EXERCISE INSTRUCTIONS:
All records shown below should be given again, character for character.

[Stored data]
..........

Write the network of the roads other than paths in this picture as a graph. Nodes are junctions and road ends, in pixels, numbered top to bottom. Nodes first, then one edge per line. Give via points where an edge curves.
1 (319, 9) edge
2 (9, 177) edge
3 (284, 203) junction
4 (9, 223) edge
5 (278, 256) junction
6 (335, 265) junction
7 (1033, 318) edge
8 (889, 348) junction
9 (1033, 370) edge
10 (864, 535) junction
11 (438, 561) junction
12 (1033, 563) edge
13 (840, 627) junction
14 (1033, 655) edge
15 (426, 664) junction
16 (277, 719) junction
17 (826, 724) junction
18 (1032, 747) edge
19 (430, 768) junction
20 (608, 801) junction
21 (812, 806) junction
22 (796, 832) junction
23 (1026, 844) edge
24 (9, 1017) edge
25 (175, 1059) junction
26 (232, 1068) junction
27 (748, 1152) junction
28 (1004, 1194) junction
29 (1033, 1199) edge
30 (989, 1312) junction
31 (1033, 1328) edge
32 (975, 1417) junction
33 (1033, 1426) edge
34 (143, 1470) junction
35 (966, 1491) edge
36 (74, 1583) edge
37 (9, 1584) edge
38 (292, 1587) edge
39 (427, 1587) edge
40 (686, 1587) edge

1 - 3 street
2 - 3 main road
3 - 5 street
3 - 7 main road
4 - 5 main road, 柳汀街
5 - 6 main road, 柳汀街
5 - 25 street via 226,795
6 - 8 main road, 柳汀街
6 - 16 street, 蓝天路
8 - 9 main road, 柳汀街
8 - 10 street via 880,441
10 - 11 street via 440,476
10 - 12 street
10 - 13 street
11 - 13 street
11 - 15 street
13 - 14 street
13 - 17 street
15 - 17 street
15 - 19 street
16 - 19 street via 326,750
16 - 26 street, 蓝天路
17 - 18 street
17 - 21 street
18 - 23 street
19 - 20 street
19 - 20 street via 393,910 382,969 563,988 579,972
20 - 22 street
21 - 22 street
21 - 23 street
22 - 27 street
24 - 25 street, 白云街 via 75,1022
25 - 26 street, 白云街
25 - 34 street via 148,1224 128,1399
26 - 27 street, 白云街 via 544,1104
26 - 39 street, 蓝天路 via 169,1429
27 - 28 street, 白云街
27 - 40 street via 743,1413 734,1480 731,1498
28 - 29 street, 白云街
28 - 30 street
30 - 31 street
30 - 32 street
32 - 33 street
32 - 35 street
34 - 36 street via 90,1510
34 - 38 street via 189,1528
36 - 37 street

..........

RESPONSE:
Write the network of the roads other than paths in this picture as a graph. Nodes are junctions and road ends, in pixels, numbered top to bottom. Nodes first, then one edge per line. Give via points where an edge curves.
1 (319, 9) edge
2 (9, 177) edge
3 (284, 203) junction
4 (9, 223) edge
5 (278, 256) junction
6 (335, 265) junction
7 (1033, 318) edge
8 (889, 348) junction
9 (1033, 370) edge
10 (864, 535) junction
11 (438, 561) junction
12 (1033, 563) edge
13 (840, 627) junction
14 (1033, 655) edge
15 (426, 664) junction
16 (277, 719) junction
17 (826, 724) junction
18 (1032, 747) edge
19 (430, 768) junction
20 (608, 801) junction
21 (812, 806) junction
22 (796, 832) junction
23 (1026, 844) edge
24 (9, 1017) edge
25 (175, 1059) junction
26 (232, 1068) junction
27 (748, 1152) junction
28 (1004, 1194) junction
29 (1033, 1199) edge
30 (989, 1312) junction
31 (1033, 1328) edge
32 (975, 1417) junction
33 (1033, 1426) edge
34 (143, 1470) junction
35 (966, 1491) edge
36 (74, 1583) edge
37 (9, 1584) edge
38 (292, 1587) edge
39 (427, 1587) edge
40 (686, 1587) edge

1 - 3 street
2 - 3 main road
3 - 5 street
3 - 7 main road
4 - 5 main road, 柳汀街
5 - 6 main road, 柳汀街
5 - 25 street via 226,795
6 - 8 main road, 柳汀街
6 - 16 street, 蓝天路
8 - 9 main road, 柳汀街
8 - 10 street via 880,441
10 - 11 street via 440,476
10 - 12 street
10 - 13 street
11 - 13 street
11 - 15 street
13 - 14 street
13 - 17 street
15 - 17 street
15 - 19 street
16 - 19 street via 326,750
16 - 26 street, 蓝天路
17 - 18 street
17 - 21 street
18 - 23 street
19 - 20 street
19 - 20 street via 393,910 382,969 563,988 579,972
20 - 22 street
21 - 22 street
21 - 23 street
22 - 27 street
24 - 25 street, 白云街 via 75,1022
25 - 26 street, 白云街
25 - 34 street via 148,1224 128,1399
26 - 27 street, 白云街 via 544,1104
26 - 39 street, 蓝天路 via 169,1429
27 - 28 street, 白云街
27 - 40 street via 743,1413 734,1480 731,1498
28 - 29 street, 白云街
28 - 30 street
30 - 31 street
30 - 32 street
32 - 33 street
32 - 35 street
34 - 36 street via 90,1510
34 - 38 street via 189,1528
36 - 37 street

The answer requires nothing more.